“The R&A’s championship committee will be visiting Royal Portrush Golf Club in Northern Ireland later this week to see if it has the infrastructure to hold an Open Championship,” says golf journalist James Mason, a contributing writer for Golf Monthly, Planet Golf Review, and the latest addition to the team of writers on The A Position.
Peter Dawson, chief executive of The Royal and Ancient Golf Club of St. Andrews, hinted at this whilst interviewed by the BBC on Monday morning. The BBC quotes Dawson: “I don’t want to start a hare running on this, other than we are going to take a closer look.”

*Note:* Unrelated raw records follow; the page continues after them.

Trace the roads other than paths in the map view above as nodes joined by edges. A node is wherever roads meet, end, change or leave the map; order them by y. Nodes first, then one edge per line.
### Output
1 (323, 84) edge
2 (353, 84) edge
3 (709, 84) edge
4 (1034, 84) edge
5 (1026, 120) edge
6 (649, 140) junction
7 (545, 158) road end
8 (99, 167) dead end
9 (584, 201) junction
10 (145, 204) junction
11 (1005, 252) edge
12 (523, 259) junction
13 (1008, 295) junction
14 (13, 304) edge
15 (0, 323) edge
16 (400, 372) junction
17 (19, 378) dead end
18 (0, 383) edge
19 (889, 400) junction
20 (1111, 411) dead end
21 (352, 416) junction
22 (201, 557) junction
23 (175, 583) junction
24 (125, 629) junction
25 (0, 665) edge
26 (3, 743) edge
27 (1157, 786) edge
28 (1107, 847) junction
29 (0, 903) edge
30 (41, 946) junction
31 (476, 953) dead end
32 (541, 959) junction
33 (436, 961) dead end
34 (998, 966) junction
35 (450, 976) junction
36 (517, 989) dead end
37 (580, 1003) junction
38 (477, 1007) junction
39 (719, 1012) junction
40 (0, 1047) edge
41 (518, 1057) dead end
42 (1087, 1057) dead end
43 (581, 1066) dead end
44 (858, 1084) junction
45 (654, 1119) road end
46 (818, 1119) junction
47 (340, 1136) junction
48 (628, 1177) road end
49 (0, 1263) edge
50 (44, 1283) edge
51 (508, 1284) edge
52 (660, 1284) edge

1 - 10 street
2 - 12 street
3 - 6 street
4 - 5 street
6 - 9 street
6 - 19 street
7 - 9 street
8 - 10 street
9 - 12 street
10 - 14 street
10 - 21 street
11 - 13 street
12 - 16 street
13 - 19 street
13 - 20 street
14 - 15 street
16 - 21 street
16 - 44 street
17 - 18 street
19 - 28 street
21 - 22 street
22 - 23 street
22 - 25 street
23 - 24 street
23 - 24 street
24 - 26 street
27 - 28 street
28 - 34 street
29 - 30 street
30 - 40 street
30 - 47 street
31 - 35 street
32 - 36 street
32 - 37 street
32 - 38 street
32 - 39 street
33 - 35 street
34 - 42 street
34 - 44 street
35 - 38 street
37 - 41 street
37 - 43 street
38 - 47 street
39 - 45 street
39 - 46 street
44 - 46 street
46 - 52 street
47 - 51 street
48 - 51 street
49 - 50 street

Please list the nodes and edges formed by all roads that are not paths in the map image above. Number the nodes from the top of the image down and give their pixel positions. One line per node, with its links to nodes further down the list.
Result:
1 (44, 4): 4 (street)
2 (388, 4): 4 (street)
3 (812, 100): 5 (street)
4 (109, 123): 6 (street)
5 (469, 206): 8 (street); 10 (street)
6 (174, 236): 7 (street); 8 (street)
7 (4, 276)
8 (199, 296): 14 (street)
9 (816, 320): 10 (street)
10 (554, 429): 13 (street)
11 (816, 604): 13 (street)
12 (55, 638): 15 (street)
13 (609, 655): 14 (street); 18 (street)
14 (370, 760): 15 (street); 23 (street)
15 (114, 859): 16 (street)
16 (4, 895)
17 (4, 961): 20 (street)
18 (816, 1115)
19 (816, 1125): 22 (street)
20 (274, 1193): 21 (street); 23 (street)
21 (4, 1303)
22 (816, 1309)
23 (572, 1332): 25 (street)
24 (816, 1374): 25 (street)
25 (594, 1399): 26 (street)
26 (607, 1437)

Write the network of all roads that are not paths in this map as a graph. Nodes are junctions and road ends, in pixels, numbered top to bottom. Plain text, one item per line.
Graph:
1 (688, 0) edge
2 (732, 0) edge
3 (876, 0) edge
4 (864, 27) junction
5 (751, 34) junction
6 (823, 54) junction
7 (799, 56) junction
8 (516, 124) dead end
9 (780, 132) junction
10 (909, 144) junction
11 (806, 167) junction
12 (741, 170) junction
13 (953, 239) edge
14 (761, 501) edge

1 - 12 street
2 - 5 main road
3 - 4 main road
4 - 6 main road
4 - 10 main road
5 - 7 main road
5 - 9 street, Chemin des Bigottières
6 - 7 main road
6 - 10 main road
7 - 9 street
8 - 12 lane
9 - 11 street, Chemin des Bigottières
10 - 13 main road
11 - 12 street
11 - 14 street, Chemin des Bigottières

Recent success for Northern Ireland at golf’s top level has sparked a great deal of desire in Northern Ireland to host The Open Championship. Its only opportunity so far came in 1951, when England’s Max Faulkner won at Royal Portrush. With Darren Clarke’s win at The Open Championship last Sunday, Northern Ireland has now won three of the last six major championships in golf, a country with a population of 1.8 million.
“With McDowell and McIlroy winning the last two U.S. Open Championships, and obviously now with Darren winning The Open, this has pushed it up a bit more,” says Mason.
Mason also suggests that local enthusiasm for the event would provide large crowds at the venue. “Northern Ireland hosts a EuroPro Tour event every year, what you could say is a level three or four event on a worldwide basis, and this still attracts around five thousand spectators. This gives an indication of the crowds that can be attracted. I also think that this would receive the backing of the whole of Ireland, not just Northern Ireland. I presume both governments would support this.”
Among members of Royal Portrush are Darren Clarke, Graeme McDowell and Ireland’s Padraig Harrington.